- Instructions to follow -
Below are the records. Gather each line that holds "street".
*** Opening of Supplied data ***
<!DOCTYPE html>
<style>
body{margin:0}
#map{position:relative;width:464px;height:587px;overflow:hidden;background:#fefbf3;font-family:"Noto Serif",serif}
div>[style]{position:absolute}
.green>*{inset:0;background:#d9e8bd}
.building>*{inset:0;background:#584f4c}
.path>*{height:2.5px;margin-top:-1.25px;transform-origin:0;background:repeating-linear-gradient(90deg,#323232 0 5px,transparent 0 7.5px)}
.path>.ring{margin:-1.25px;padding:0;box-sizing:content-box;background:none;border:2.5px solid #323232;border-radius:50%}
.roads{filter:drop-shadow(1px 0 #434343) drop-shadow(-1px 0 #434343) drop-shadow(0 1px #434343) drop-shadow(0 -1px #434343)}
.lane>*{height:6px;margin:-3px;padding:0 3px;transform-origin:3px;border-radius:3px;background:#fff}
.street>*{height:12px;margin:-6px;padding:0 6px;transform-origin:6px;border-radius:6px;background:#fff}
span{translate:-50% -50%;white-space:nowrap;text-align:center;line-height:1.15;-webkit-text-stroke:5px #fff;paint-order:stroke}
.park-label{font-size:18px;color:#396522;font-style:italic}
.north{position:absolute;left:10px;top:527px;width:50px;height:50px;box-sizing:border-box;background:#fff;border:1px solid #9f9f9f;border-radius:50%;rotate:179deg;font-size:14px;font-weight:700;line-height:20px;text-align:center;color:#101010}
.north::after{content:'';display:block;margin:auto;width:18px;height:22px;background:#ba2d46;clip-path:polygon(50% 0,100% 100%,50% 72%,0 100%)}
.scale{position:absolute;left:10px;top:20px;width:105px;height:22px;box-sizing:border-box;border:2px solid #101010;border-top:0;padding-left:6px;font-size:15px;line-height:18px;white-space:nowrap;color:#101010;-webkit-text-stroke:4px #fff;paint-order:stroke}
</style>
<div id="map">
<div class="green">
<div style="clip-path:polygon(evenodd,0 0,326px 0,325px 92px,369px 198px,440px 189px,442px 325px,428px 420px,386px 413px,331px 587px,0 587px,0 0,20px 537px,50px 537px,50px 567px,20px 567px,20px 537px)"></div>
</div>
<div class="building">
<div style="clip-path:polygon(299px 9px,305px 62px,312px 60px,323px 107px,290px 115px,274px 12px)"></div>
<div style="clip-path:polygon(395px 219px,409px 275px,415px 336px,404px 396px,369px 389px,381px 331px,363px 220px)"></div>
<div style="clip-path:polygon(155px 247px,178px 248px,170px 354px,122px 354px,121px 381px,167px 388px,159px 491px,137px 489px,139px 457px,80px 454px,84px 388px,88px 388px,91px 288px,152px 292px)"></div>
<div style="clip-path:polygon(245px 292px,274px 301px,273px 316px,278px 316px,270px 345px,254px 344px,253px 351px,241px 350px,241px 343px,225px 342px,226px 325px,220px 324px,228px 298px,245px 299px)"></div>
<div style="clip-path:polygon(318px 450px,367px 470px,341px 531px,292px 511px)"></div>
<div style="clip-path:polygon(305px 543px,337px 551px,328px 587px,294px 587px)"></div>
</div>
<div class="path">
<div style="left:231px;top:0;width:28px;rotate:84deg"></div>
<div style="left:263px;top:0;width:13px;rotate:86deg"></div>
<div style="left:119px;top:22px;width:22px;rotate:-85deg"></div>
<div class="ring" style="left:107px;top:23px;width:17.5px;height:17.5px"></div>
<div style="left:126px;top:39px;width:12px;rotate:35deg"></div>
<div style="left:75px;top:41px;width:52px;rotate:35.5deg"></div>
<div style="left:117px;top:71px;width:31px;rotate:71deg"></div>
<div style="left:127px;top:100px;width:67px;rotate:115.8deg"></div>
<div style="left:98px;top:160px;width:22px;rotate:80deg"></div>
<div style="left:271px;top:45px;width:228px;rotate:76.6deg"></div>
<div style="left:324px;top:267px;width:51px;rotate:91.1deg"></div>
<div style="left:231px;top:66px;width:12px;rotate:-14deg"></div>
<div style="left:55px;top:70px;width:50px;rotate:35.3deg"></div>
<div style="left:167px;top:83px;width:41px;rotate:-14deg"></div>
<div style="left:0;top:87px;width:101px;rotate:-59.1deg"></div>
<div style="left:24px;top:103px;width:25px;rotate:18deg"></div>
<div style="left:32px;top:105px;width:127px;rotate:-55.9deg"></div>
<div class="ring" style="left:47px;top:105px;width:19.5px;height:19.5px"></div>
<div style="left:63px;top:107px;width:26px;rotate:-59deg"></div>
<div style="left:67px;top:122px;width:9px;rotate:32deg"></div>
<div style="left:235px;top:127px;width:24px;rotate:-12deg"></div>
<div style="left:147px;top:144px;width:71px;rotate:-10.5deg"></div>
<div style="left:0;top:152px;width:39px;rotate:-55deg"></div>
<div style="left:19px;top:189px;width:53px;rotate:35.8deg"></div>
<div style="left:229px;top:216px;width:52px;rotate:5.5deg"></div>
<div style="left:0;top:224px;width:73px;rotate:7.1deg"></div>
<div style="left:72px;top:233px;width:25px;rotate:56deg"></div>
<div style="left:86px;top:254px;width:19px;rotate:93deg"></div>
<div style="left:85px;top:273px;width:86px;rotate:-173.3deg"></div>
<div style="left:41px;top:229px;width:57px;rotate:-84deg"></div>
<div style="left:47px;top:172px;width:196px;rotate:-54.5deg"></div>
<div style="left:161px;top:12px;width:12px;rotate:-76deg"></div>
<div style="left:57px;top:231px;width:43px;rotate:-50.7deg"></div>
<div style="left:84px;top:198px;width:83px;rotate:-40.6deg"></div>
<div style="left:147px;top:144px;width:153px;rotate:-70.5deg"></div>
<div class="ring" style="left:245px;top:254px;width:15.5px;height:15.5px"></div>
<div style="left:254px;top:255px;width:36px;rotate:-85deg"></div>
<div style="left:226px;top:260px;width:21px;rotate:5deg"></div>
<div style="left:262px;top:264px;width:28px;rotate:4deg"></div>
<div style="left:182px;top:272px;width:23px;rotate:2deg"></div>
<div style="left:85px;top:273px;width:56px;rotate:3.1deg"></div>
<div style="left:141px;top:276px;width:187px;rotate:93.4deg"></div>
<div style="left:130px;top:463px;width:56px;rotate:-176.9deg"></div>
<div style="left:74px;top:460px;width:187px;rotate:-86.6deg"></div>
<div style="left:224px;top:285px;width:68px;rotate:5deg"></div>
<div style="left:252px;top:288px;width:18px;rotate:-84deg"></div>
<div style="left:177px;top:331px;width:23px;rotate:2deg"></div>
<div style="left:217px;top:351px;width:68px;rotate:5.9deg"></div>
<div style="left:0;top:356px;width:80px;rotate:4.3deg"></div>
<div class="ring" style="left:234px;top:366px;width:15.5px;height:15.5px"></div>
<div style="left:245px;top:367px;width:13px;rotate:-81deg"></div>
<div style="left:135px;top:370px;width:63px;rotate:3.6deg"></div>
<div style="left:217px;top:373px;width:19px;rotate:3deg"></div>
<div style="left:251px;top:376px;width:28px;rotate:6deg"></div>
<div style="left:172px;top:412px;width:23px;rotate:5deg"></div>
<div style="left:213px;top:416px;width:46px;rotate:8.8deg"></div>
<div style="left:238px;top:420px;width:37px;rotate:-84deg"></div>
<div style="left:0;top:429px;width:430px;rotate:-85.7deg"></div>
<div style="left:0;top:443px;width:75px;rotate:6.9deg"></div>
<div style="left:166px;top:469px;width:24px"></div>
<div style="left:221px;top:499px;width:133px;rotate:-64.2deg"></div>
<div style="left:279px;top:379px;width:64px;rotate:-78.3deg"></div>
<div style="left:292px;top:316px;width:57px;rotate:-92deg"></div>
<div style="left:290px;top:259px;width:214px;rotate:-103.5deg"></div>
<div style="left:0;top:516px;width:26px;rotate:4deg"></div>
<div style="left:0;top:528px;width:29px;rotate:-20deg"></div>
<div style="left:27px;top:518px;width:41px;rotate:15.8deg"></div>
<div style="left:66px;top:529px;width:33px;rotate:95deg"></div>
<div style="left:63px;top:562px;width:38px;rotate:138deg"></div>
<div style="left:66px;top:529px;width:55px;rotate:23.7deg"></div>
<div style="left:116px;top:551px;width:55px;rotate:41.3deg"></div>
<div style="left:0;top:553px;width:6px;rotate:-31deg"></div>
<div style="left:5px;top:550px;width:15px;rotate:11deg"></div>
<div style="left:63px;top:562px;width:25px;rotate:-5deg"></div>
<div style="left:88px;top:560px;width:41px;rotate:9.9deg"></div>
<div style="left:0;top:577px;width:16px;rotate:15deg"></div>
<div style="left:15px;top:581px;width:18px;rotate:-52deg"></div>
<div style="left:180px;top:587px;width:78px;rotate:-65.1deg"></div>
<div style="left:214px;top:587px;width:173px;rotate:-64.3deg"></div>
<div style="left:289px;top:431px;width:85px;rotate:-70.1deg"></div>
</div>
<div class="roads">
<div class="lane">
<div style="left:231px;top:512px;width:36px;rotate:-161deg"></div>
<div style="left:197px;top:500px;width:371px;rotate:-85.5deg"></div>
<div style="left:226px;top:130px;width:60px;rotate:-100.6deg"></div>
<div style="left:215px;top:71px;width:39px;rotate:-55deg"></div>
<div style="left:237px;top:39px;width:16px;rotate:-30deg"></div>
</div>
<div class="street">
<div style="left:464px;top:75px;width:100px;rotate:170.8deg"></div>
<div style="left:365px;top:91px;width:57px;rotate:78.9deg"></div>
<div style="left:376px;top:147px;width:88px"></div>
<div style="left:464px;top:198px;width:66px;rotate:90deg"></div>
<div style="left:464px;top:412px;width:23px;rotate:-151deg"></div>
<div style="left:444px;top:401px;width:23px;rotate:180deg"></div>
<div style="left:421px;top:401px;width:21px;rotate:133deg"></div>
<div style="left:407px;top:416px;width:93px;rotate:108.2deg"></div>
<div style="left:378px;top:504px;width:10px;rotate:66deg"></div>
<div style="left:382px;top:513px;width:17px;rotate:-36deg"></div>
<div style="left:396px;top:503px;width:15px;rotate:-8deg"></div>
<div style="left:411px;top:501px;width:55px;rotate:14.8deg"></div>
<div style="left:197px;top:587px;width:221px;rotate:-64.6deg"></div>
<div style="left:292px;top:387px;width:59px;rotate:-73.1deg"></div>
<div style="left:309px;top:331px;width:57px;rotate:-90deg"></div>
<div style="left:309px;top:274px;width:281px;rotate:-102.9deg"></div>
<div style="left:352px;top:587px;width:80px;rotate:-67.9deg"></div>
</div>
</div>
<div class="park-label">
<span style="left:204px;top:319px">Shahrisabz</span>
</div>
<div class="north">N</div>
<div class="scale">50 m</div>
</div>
*** Close of Supplied data ***
- Exercise solution -
.street>*{height:12px;margin:-6px;padding:0 6px;transform-origin:6px;border-radius:6px;background:#fff}
<div class="street">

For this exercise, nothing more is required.